Ms. Carr has a motion going to council to try to dump or radically change the existing Rental 100 program, an initiative that evolved from the early years of then-mayor Gregor Robertson’s regime as the city struggled to figure out ways to get developers to build dedicated rental apartments instead of condos.

Vancouver had seen almost no rentals built for decades, as have other Canadian cities, since the federal government ended programs that provided tax incentives for investors financing apartments.

Many housing experts argue that rentals provided through the condo market, when investors buy units specifically to rent them out, are too uncertain. Tenants can be booted any time the investor decides to sell or occupy the unit.

But the Rental 100 program that was developed to encourage apartment-building, which offers developers lowered fees, extra density or reduced parking requirements, has been derided by some politicians and media for years, because of the high rents it still allowed builders to charge.

The city limits for Rental 100 units currently range from $1,607 for a studio on the east side to $3,559 for a three-bedroom apartment on the west side. As well, after a tenant moves out, owners are allowed to raise the rent to whatever level they want.

The new initiative invited developers to submit proposals for projects where they would guarantee that one-fifth of the rentable floor space would be rented at far-below-market rates and far below the city’s rates for Rental 100.

A city official says the city got more than 50 applications for the 20 slots that were permitted in this first round of the moderate-rental program. The successful projects had a quarter of the units at the below-market rates.

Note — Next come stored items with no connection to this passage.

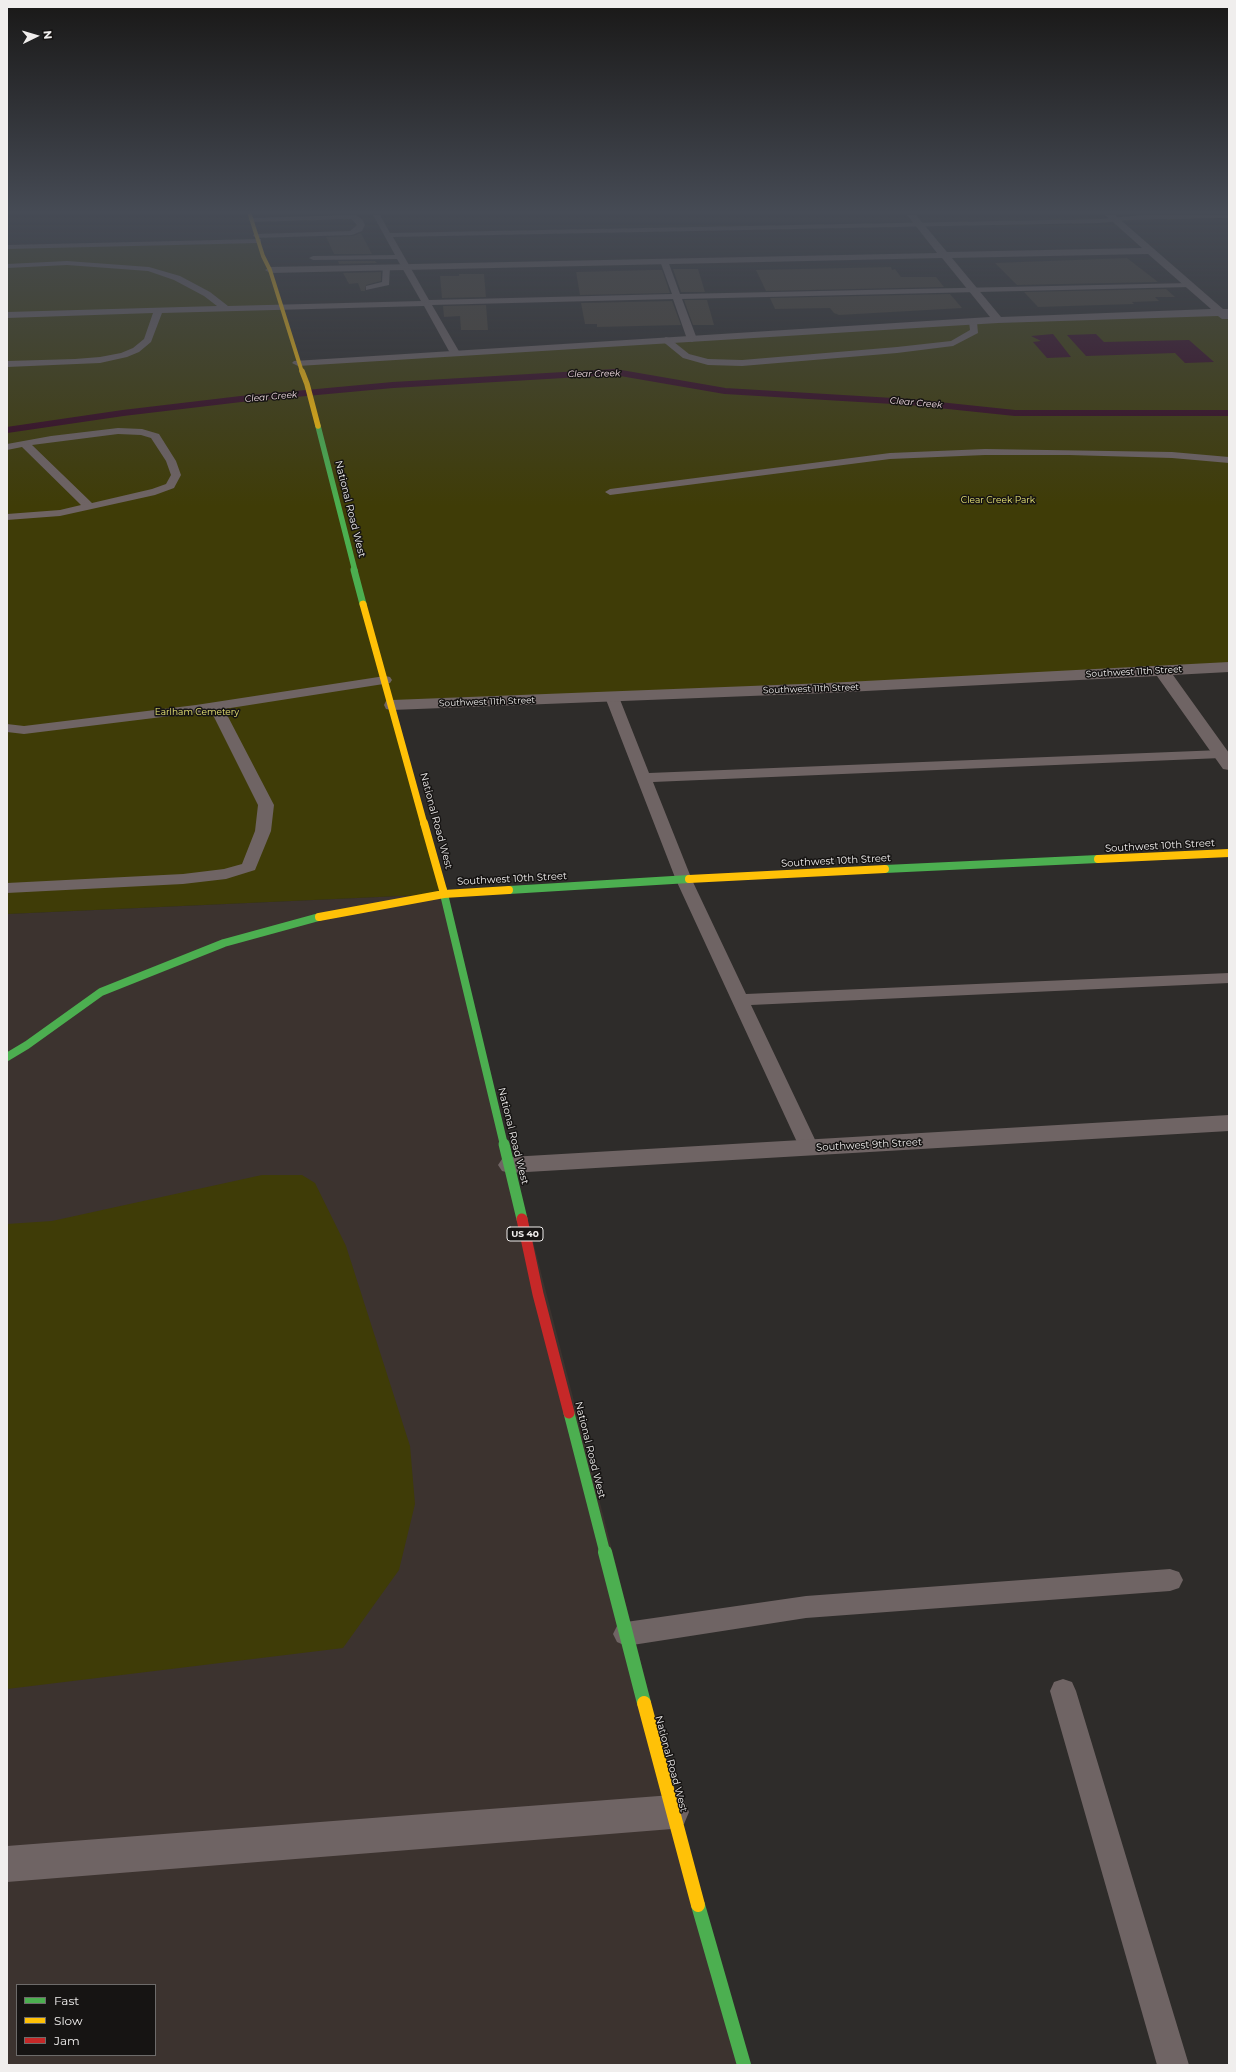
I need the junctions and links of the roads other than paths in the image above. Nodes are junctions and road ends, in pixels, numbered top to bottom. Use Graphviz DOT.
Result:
graph roads {
  1 [pos="158,311"];
  2 [pos="137,312"];
  3 [pos="282,312"];
  4 [pos="431,312"];
  5 [pos="682,312"];
  6 [pos="991,312"];
  7 [pos="1226,315"];
  8 [pos="7,316"];
  9 [pos="998,320"];
  10 [pos="973,322"];
  11 [pos="692,339"];
  12 [pos="666,340"];
  13 [pos="455,353"];
  14 [pos="298,363"];
  15 [pos="7,364"];
  16 [pos="25,444"];
  17 [pos="7,447"];
  18 [pos="1229,460"];
  19 [pos="610,492"];
  20 [pos="89,506"];
  21 [pos="7,517"];
  22 [pos="1229,667"];
  23 [pos="1162,670"];
  24 [pos="385,680"];
  25 [pos="612,697"];
  26 [pos="216,706"];
  27 [pos="392,706"];
  28 [pos="7,728"];
  29 [pos="1225,760"];
  30 [pos="644,778"];
  31 [pos="1229,853"];
  32 [pos="684,880"];
  33 [pos="7,888"];
  34 [pos="444,894"];
  35 [pos="1229,978"];
  36 [pos="740,1000"];
  37 [pos="7,1057"];
  38 [pos="1229,1123"];
  39 [pos="809,1148"];
  40 [pos="510,1165"];
  41 [pos="1170,1580"];
  42 [pos="626,1634"];
  43 [pos="1063,1691"];
  44 [pos="672,1812"];
  45 [pos="7,1864"];
  46 [pos="744,2065"];
  47 [pos="1173,2065"];
  1 -- 15 [label="lane"];
  2 -- 8 [label="lane"];
  3 -- 14 [label="main road, National Road West / US 40"];
  4 -- 13 [label="lane"];
  5 -- 11 [label="lane"];
  6 -- 9 [label="street"];
  7 -- 9 [label="street"];
  9 -- 10 [label="street"];
  10 -- 11 [label="street"];
  10 -- 12 [label="lane"];
  11 -- 12 [label="street"];
  12 -- 13 [label="street"];
  13 -- 14 [label="street"];
  14 -- 24 [label="main road, National Road West / US 40"];
  16 -- 17 [label="lane"];
  16 -- 20 [label="lane"];
  16 -- 20 [label="lane"];
  18 -- 19 [label="lane"];
  20 -- 21 [label="lane"];
  22 -- 23 [label="street, Southwest 11th Street"];
  23 -- 25 [label="street, Southwest 11th Street"];
  23 -- 29 [label="street"];
  24 -- 26 [label="lane"];
  24 -- 27 [label="main road, National Road West / US 40"];
  25 -- 27 [label="street, Southwest 11th Street"];
  25 -- 30 [label="lane"];
  26 -- 28 [label="lane"];
  26 -- 33 [label="lane"];
  27 -- 34 [label="main road, National Road West / US 40"];
  29 -- 30 [label="lane"];
  30 -- 32 [label="lane"];
  31 -- 32 [label="main road, Southwest 10th Street"];
  32 -- 34 [label="main road, Southwest 10th Street"];
  32 -- 36 [label="lane"];
  34 -- 37 [label="main road, Southwest 10th Street"];
  34 -- 40 [label="main road, National Road West / US 40"];
  35 -- 36 [label="lane"];
  36 -- 39 [label="lane"];
  38 -- 39 [label="street, Southwest 9th Street"];
  39 -- 40 [label="street, Southwest 9th Street"];
  40 -- 42 [label="main road, National Road West / US 40"];
  41 -- 42 [label="lane"];
  42 -- 44 [label="main road, National Road West / US 40"];
  43 -- 47 [label="lane"];
  44 -- 45 [label="street"];
  44 -- 46 [label="main road, National Road West / US 40"];
}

Four projects have so far been submitted for rezonings under the program, and the first of them was reviewed by the city’s urban-design panel last week.

That six-storey project, on Grandview Highway near Vancouver’s Renfrew SkyTrain station, has 57 units, including some townhouses, as well as retail.

James Tod, a development consultant who is working with that proposal by Form Projects, said most of the proposals coming forward are solving the financial Rubik’s Cube of building affordable rentals by asking for more density on their sites than the current zoning.

A second project is a five-storey building in Kitsilano being pitched by Jameson Developments, while there are two others being pitched for East Hastings Street near the Vancouver-Burnaby border.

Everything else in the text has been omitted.